All interest only applicants must have at least one of the following repayment strategies in place, to cover the balance of the loan at the end of the mortgage term. The repayment strategy must be in the name of the applicant(s), and substantiated with documented evidence:

  • Endowment Plan
  • Managed Investment Plan
  • Personal Pension Plan
  • Sale of mortgaged property – maximum 65% LTV. Minimum £300,000 equity required. Lending into retirement not allowed if repayment vehicle is sale of property
  • Sale of other property – not main residence – to cover 110% of the interest only element (maximum 65% LTV on residential)
  • Managed share portfolio (must cover 110% of the interest only element at the time of application)

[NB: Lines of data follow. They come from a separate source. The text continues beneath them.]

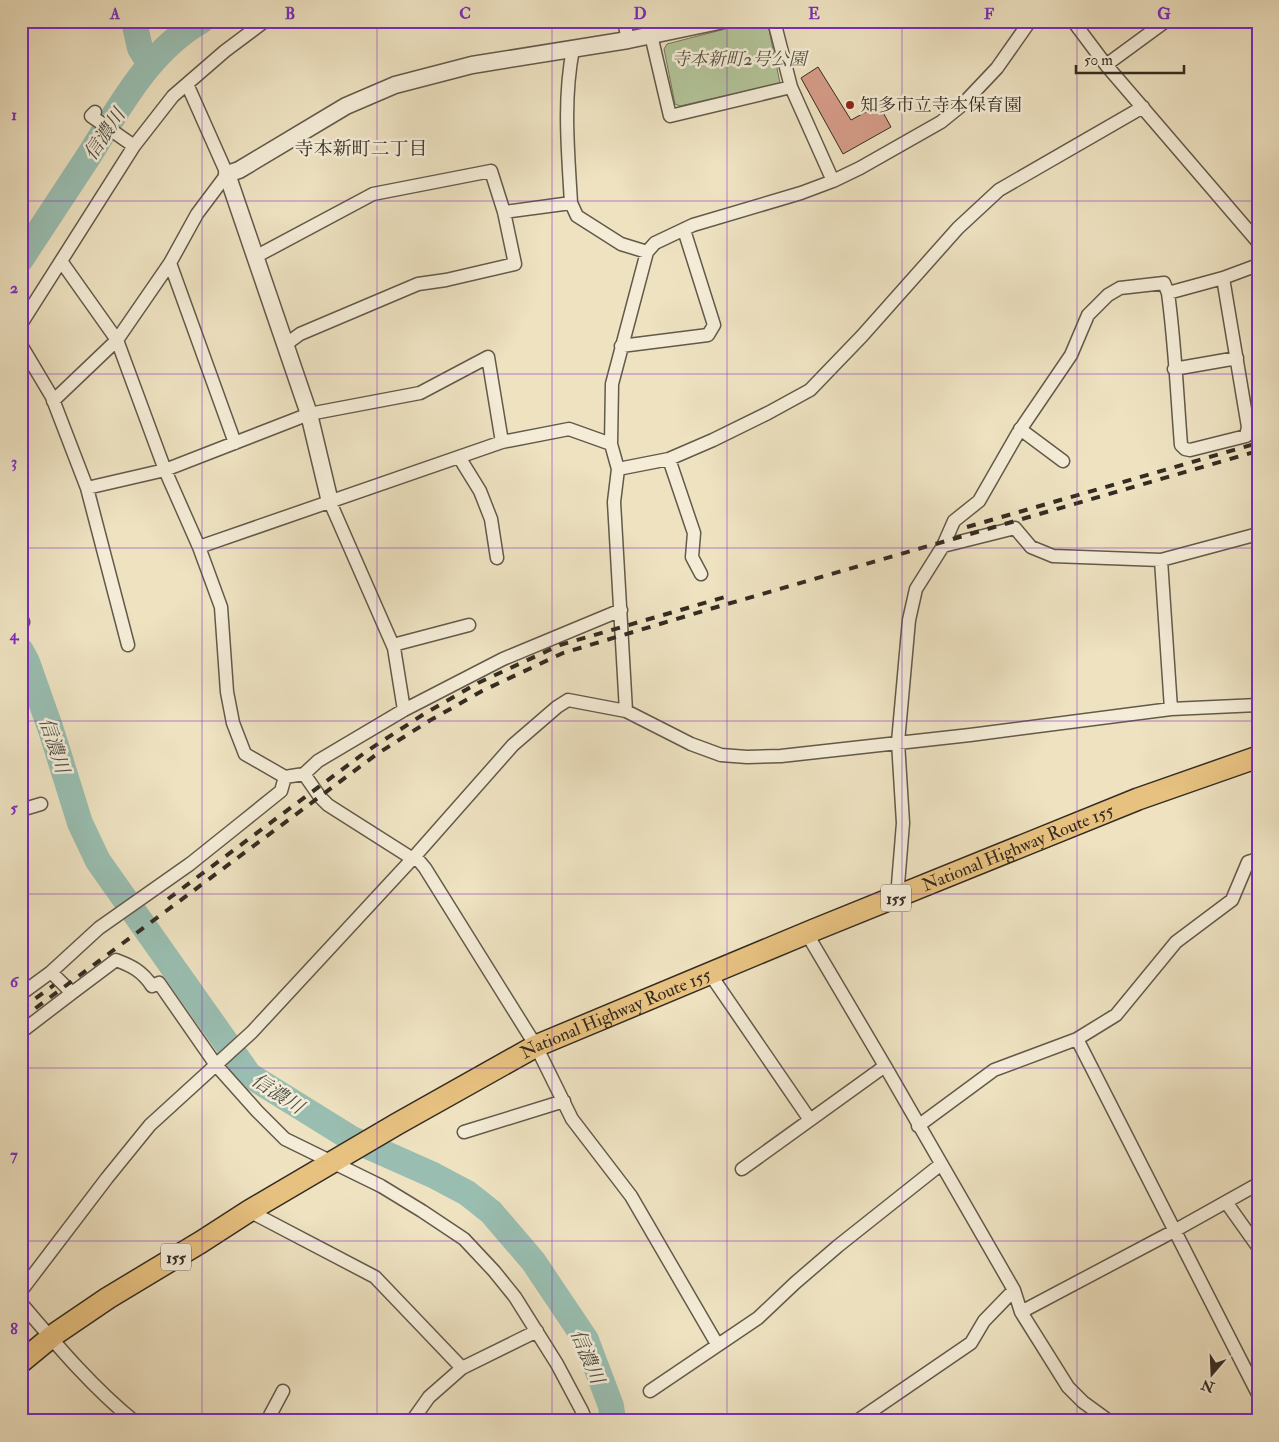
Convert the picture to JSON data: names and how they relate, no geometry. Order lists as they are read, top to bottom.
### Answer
{
  "streets": {
    "highway": ["National Highway Route 155", "155"]
  },
  "districts": ["寺本新町二丁目"],
  "water": ["信濃川"],
  "parks": ["寺本新町2号公園"],
  "places": ["知多市立寺本保育園"],
  "scale_bar": "50 m",
  "north": "bottom",
  "grid": {
    "columns": [
      "A",
      "B",
      "C",
      "D",
      "E",
      "F",
      "G"
    ],
    "rows": [
      "1",
      "2",
      "3",
      "4",
      "5",
      "6",
      "7",
      "8"
    ]
  }
}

It is the customer's responsibility to monitor the chosen repayment strategy to ensure it is on track to repay the mortgage balance at the end of the term. Periodically we will ask for information on the performance of the repayment plan.

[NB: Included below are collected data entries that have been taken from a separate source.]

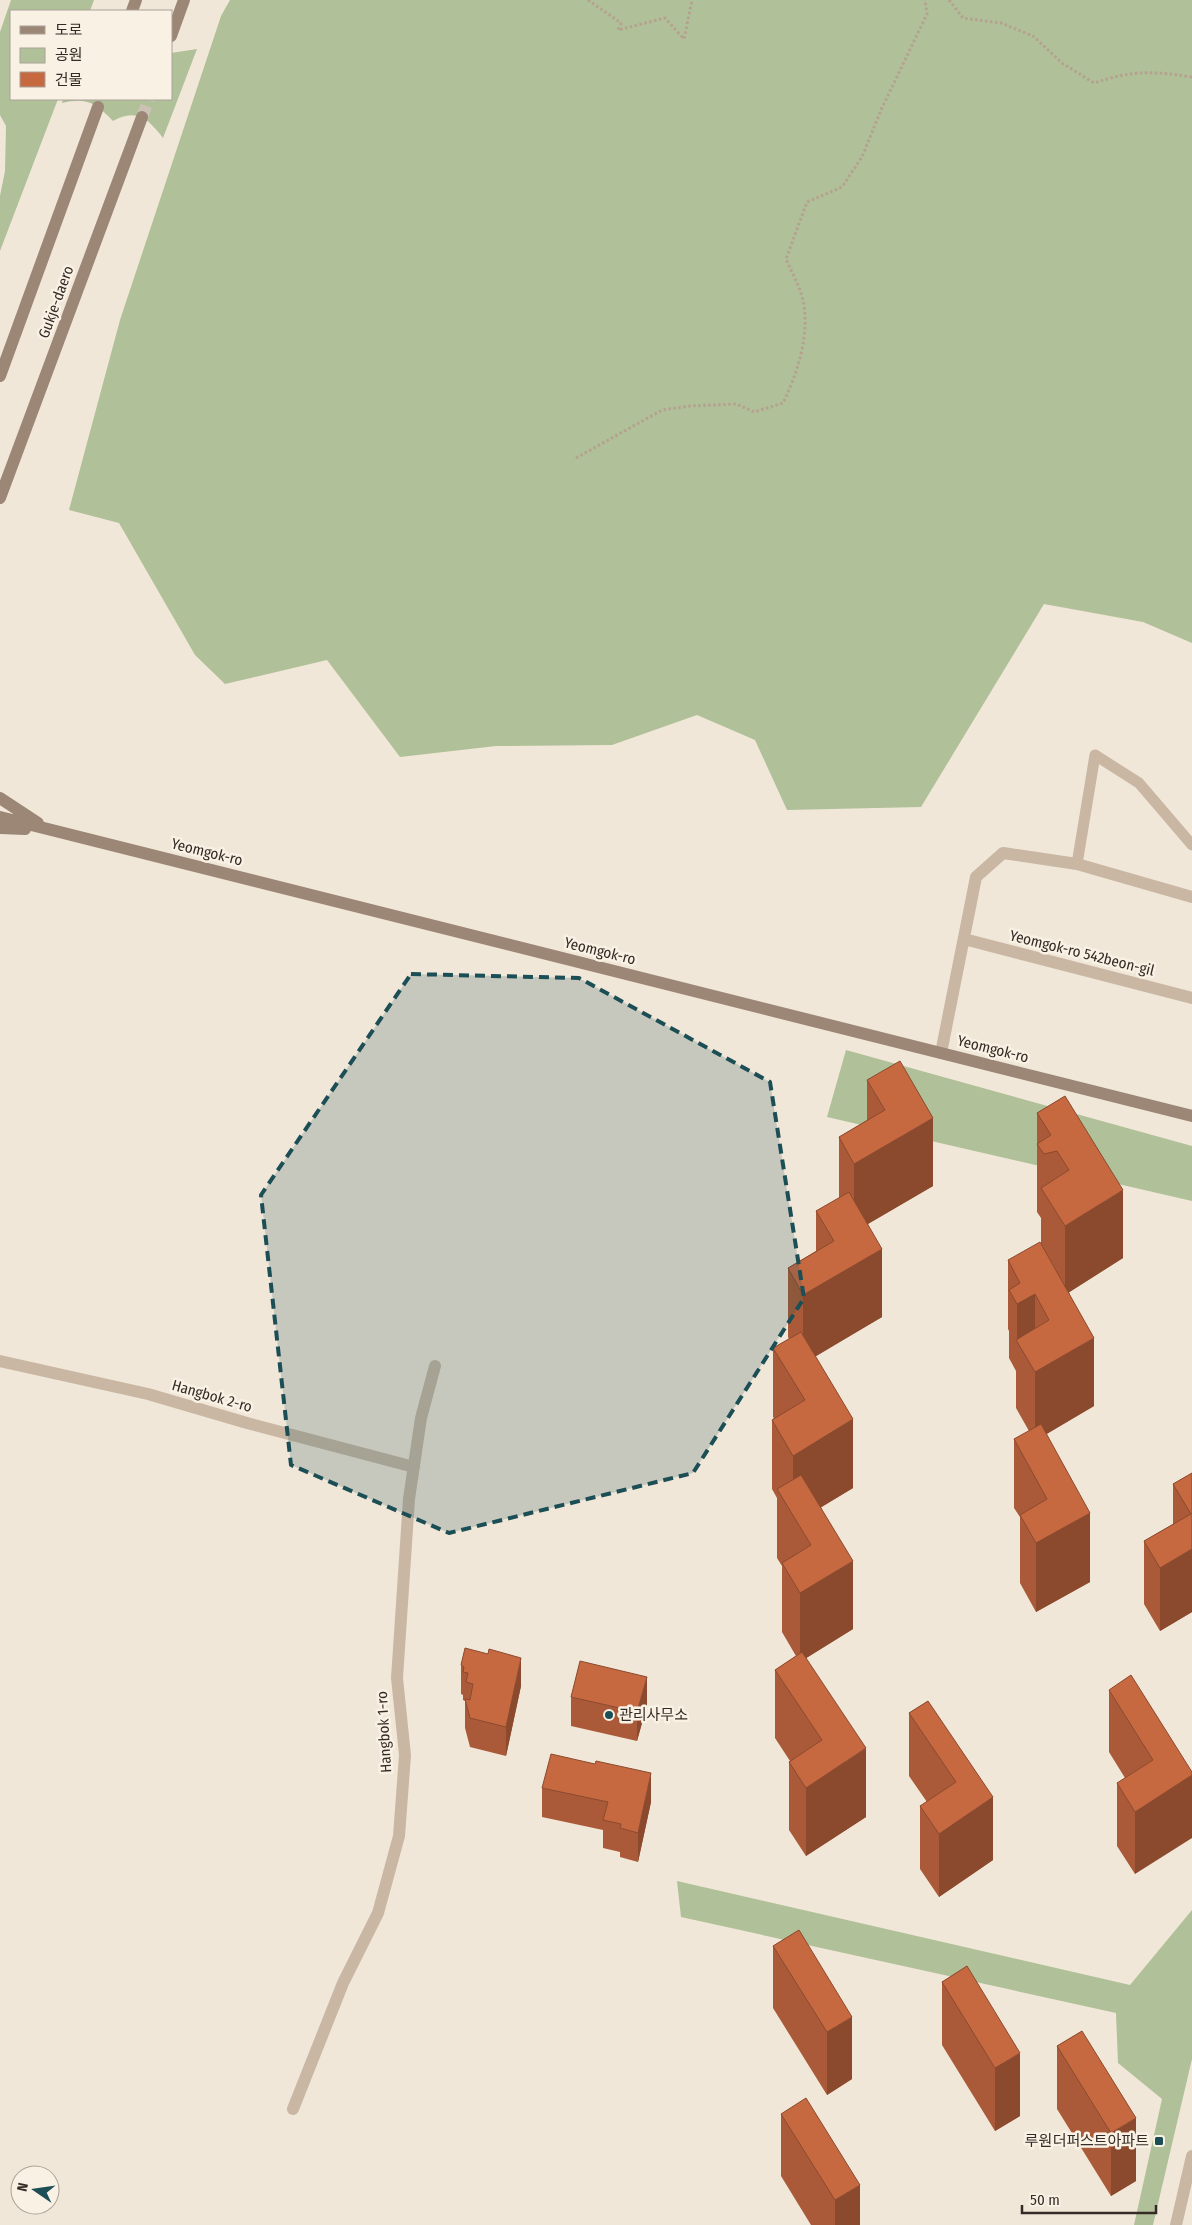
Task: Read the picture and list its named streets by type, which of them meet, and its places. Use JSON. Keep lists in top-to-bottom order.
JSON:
{
  "streets": {
    "main road": ["Gukje-daero", "Yeomgok-ro"],
    "street": ["Yeomgok-ro 542beon-gil", "Hangbok 2-ro", "Hangbok 1-ro"]
  },
  "crossings": [
    ["Hangbok 2-ro", "Hangbok 1-ro"]
  ],
  "places": {
    "other": ["관리사무소"],
    "transit": ["루원더퍼스트아파트"]
  },
  "legend": ["도로", "공원", "건물"],
  "scale_bar": "50 m",
  "north": "left"
}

This table shows the evidence required substantiating each repayment strategy, and how we will assess it.

Acceptable Repayment StrategiesEvidence RequiredAssessment
Managed Investment Plans (including Unit trusts / Open Ended Investment Companies (UK), Investment Bonds (UK), Stocks and Shares ISA (All stocks and shares held in a Stocks and Shares ISA must be FTSE listed. The investment and return must be in Great British Pounds / UK Sterling Only).Copy of latest projection statement dated within last 12 months.Allow up to 100% of projected amount using the middle % figure currently 6%. Amount must be equal to or greater than the Virgin Money mortgage.
Pension (Company or Individual Plan).Copy of latest statement dated within last 12 months.Allow 100% of the tax free lump sum (which is 25% of the projected value at retirement age). Amount must be equal to or greater than the interest only element it is being used to cover.
Sale of mortgaged propertyVirgin Money will carry out a valuation of the property.Must meet agreed lending policy including LTV and minimum equity.
Sale of other property (Must be located in the UK).Virgin Money will check property ownership via Land registry check and determine value. A copy of the latest mortgage statement dated within last 12 months is required.Customer's equity must be equal to or greater than 110% of the interest only element if being used to cover. This is to allow for property fluctuations and sale costs.
Managed Share Portfolio (Only UK based investments quoted within the FTSE index held in sterling are acceptable).Copy of share certificates, nominee account statement or confirmation from an authorised stock broker containing evidence of share holdings together with their valuation (must be dated within the last 12 months).Allow the face value which must be equal to or greater than 110% of the interest only element it is being used to cover. This is to allow for fluctuations in share prices and sale costs.
Endowment Policy (Both with profits and unit trusts).Copy of latest projection statement dated within last 12 months.Allow up to 100% of projected amount using the middle % figure currently 6%. Amount must be equal to or greater than the interest only element it is being used to cover.

Important Notes:

  1. For stocks and shares ISA it is not possible to obtain a projection therefore current values must be used.
  2. The repayment vehicle must be in Great British Pounds (GBP)/£ Sterling. For example a second home in Spain is not acceptable as a repayment strategy.
  3. The maximum LTV for sale of mortgaged property and sale of other property is 65%.
  4. Sale of VM mortgaged property (either main residence or non main residence) must not be used with any other repayment vehicle.
Joint Borrowers (Non Resident)

This will occur where a customer (must be UK resident) joins the mortgage as joint borrower rather than Guarantor, but will not be residing in the property.

They must be able to afford all existing mortgages and credit commitments in addition to the mortgage on the property they are not occupying.

As the property will not be the main residence of one customer, the maximum LTV available is 75%.